El hombre intenta ahogar ese silencio con una febril actividad, buscando ocupar el lugar de Dios, redimirse, salvarse a sí mismo, hacerse, en definitiva, dios, como agudamente observa Juval Noah Harari. Pero ese dios es un ídolo fatuo y desesperado, arrojado en un universo frío y carente de sentido, angustiado por la premura de crear significado donde no lo hay. Los sucedáneos de la auténtica salvación, la nueva religión se podría decir, son el progreso y la ciencia. Pero siendo ricos valores humanos, fracasan estrepitosamente a la hora de dotar de sentido a un universo carente de él. Incluso las promesas utópicas de convertirnos en a-mortales gracias a los avances científicos, aparecen finalmente como una maldición, como forma de prolongar indefinidamente la agonía del vacío y la soledad en el universo.

Quisiéramos que Dios hablara, se manifestara, querríamos tocarlo. Pero ya se manifestó de forma definitiva en su Hijo, y lo matamos. Ya pronunció su Palabra, y no lo escuchamos. Ahora debemos descubrirlo en su silencio. La oración arriba mencionada recuerda lo que confesamos los domingos en el Credo: “descendió a los infiernos”, bajó a encontrarse con Adán y los justos que ya habían muerto, para que, al contacto con su Alma, quedaran redimidos y llevarlos al Cielo. En esa oración se entabla un diálogo, donde Cristo toma de la mano a Adán y, levantándolo, le dice: “Despierta, tú que duermes, levántate”. Jesús levanta siempre al hombre de su postración.
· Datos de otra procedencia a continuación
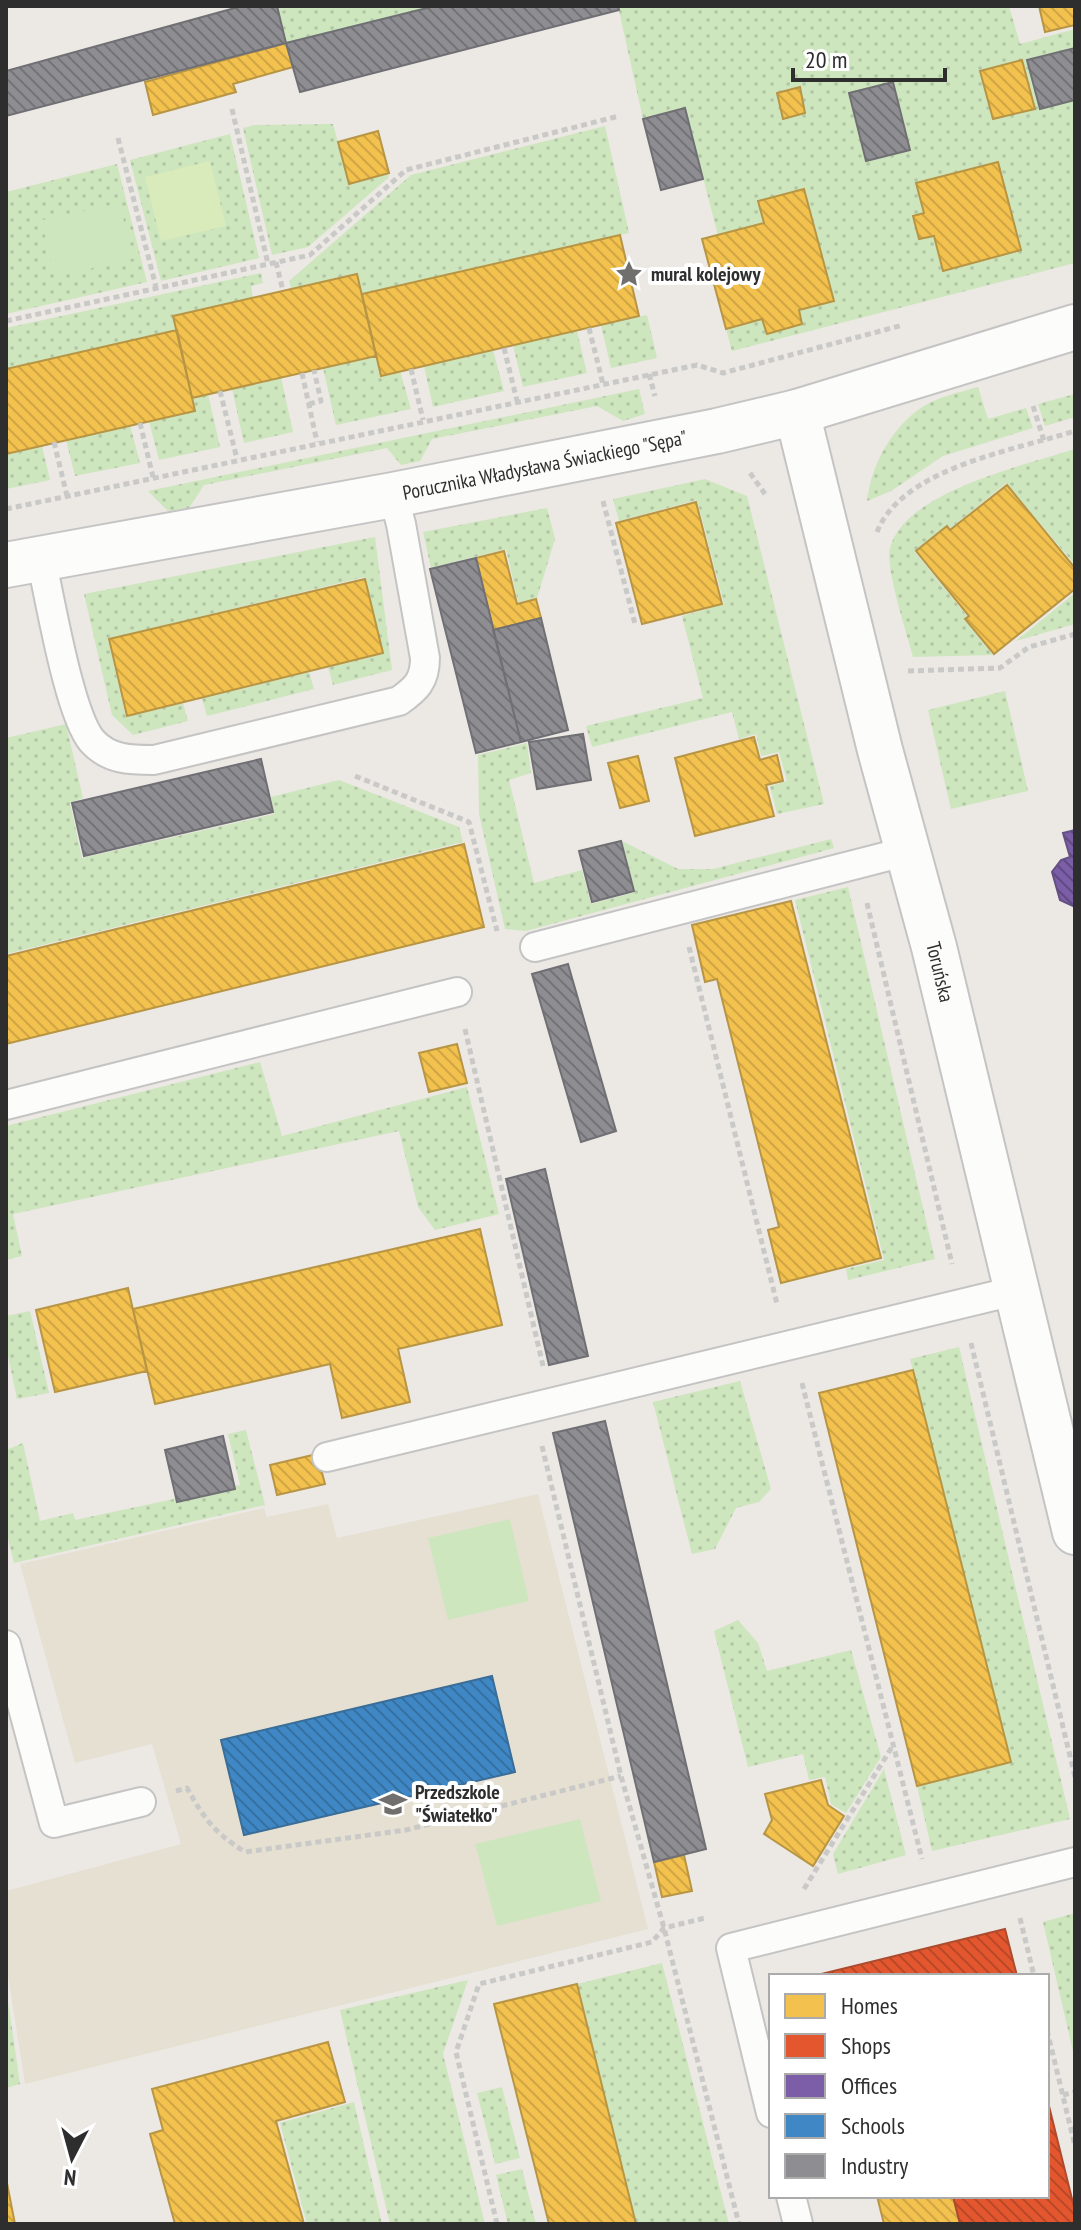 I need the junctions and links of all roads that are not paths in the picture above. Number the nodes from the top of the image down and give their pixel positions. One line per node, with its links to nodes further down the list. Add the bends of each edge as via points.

Ahora también quiere levantarnos con su silencio. Pero nos pide fe. Silencio de Dios ante tanto sufrimiento, tantas injusticias, tanta prepotencia del poder, tanta muerte. Silencio de Dios ante esa masacre silenciosa de los abortos, ante esa disolución social de la familia, ante la pérdida de sentido y valor de la vida en la eutanasia, ante el orgullo humano que manipula las fuentes de la vida tratándolas como si fueran un insumo de producción, o mercancía de mercado. Silencio ante las guerras, las injusticias y la muerte. Silencio en la Iglesia, que ya no puede hablar para defender a los débiles, pues deja de ser “luz de las naciones” al ser opacada por los escándalos que la despojan de credibilidad, siendo la pedofilia el más oscuro de ellos. Clamamos y Dios parece callar, de forma que nos sentimos solos en el universo, abandonados a nuestra suerte.

Protagonista silenciosa del Sábado Santo es María. Sólo ella mantiene la fe ante el escándalo de Cristo muerto y sepultado. Sólo ella cree y espera, y mantiene encendida la vela del amor a Jesús. Hay que dejarnos tomar de su mano, para que ella nos lleve a Jesús y, cada hombre en particular y la Iglesia en su conjunto, pueda levantarse de nuevo, en el albor definitivo de la resurrección, embriaguez de luz y de sentido.